Please set down only the lines that run from the one containing "Please list the nodes and edges formed by all roads that" to the end of the listing below, exactly as written.

** Given entries **
=-=-=

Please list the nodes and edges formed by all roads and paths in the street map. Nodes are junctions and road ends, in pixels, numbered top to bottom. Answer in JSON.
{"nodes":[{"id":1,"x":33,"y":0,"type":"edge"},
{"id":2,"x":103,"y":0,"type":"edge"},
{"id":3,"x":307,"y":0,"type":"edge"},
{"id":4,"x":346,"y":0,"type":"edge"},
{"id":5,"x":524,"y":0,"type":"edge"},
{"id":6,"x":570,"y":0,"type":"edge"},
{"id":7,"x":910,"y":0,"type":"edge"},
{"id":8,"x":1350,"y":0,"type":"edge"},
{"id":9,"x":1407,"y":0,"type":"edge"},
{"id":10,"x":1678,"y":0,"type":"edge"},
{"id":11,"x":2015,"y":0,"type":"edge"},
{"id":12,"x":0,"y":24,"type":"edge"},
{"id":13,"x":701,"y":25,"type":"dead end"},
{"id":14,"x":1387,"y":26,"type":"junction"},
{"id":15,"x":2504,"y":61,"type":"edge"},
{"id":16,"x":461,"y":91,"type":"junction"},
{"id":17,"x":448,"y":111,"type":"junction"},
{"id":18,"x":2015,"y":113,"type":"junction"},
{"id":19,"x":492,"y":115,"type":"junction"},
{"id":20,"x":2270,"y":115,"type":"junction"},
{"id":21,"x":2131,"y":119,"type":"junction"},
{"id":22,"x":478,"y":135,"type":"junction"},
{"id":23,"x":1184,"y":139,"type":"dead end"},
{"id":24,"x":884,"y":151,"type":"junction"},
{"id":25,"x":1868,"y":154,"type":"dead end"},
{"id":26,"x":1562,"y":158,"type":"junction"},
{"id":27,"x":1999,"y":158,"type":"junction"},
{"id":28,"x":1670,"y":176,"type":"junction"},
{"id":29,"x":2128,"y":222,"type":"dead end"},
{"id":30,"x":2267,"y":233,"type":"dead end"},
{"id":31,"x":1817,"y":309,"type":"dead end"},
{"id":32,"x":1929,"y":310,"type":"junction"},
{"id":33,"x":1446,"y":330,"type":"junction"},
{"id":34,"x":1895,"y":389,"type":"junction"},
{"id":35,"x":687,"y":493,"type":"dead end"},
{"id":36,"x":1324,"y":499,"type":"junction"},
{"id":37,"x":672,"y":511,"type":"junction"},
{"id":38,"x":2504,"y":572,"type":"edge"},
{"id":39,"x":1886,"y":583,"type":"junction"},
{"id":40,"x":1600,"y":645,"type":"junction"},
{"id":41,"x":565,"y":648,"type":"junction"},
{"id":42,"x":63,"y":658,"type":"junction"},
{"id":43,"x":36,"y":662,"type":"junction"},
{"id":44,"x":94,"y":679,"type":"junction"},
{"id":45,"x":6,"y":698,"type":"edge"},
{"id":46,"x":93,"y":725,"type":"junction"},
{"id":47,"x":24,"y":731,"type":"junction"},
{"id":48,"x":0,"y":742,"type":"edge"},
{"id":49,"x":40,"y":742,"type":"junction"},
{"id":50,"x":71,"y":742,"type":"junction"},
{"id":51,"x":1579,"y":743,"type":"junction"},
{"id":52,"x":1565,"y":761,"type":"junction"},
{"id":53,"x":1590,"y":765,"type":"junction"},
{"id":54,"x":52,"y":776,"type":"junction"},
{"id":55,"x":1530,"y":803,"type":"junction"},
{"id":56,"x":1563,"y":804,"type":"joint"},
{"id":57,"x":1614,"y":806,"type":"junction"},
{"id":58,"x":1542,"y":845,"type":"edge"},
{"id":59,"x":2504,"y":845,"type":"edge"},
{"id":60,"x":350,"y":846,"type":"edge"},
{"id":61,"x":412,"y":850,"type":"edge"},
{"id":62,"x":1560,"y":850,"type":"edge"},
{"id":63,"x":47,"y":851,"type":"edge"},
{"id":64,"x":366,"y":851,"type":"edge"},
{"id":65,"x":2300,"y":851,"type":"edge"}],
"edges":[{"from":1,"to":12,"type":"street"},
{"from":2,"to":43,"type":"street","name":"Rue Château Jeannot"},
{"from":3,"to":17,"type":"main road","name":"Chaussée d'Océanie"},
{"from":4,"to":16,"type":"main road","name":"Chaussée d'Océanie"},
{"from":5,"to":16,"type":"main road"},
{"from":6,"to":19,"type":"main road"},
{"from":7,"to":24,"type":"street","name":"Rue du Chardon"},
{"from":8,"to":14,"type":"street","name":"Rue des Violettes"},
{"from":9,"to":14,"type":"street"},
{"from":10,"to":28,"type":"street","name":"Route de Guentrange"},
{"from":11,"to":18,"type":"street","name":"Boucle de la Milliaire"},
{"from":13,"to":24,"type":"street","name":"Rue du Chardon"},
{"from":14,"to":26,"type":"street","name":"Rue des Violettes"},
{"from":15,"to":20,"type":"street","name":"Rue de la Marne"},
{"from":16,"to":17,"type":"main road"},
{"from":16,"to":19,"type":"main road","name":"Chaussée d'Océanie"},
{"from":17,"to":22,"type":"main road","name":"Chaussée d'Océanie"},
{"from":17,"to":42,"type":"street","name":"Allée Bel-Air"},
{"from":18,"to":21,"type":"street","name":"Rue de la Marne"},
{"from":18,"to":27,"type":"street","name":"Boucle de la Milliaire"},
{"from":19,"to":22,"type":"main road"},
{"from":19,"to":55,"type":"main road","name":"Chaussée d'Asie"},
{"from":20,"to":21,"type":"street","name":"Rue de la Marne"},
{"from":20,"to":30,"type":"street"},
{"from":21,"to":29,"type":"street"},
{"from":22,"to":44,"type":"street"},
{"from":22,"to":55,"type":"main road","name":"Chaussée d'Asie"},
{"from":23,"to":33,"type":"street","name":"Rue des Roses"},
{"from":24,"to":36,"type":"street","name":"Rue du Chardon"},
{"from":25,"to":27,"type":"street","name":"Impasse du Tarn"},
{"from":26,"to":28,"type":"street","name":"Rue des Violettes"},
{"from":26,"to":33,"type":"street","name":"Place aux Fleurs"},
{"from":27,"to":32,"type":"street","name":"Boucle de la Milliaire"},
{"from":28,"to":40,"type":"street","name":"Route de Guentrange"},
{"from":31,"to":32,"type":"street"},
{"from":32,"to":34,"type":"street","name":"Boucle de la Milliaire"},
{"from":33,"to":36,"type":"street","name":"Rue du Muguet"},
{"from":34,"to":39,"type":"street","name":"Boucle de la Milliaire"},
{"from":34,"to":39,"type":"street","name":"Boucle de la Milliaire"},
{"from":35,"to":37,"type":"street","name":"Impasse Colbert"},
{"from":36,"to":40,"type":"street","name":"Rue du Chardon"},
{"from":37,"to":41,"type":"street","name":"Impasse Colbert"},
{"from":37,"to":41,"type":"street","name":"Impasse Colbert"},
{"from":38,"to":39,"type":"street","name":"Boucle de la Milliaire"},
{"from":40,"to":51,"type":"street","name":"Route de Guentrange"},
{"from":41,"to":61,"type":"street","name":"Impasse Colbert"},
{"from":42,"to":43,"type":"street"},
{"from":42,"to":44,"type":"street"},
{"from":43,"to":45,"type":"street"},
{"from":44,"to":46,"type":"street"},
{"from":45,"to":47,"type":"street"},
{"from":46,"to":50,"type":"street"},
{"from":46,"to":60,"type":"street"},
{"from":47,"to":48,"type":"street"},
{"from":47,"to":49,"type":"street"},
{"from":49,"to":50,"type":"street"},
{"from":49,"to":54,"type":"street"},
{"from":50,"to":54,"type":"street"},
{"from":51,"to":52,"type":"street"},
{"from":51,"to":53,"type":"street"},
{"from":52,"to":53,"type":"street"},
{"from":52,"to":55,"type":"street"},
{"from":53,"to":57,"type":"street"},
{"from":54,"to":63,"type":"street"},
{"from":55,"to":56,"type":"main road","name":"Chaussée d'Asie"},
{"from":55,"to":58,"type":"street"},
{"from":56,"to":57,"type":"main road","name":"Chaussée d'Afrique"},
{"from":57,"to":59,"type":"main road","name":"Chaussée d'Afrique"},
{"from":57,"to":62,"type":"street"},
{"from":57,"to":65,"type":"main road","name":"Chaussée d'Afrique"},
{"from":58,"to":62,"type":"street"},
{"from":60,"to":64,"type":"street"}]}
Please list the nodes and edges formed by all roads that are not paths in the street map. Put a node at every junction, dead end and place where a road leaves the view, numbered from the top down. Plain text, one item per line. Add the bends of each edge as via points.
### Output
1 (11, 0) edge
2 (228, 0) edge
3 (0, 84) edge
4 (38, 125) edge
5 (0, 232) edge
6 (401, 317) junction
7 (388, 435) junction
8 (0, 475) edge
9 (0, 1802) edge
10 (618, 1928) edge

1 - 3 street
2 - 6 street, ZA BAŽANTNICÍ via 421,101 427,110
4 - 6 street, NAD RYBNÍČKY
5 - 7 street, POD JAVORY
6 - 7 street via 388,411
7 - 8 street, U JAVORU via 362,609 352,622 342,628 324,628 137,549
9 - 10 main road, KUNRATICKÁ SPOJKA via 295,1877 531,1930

=-=-=

** Solution to the problem **
Please list the nodes and edges formed by all roads that are not paths in the street map. Put a node at every junction, dead end and place where a road leaves the view, numbered from the top down. Plain text, one item per line. Add the bends of each edge as via points.
### Output
1 (11, 0) edge
2 (228, 0) edge
3 (0, 84) edge
4 (38, 125) edge
5 (0, 232) edge
6 (401, 317) junction
7 (388, 435) junction
8 (0, 475) edge
9 (0, 1802) edge
10 (618, 1928) edge

1 - 3 street
2 - 6 street, ZA BAŽANTNICÍ via 421,101 427,110
4 - 6 street, NAD RYBNÍČKY
5 - 7 street, POD JAVORY
6 - 7 street via 388,411
7 - 8 street, U JAVORU via 362,609 352,622 342,628 324,628 137,549
9 - 10 main road, KUNRATICKÁ SPOJKA via 295,1877 531,1930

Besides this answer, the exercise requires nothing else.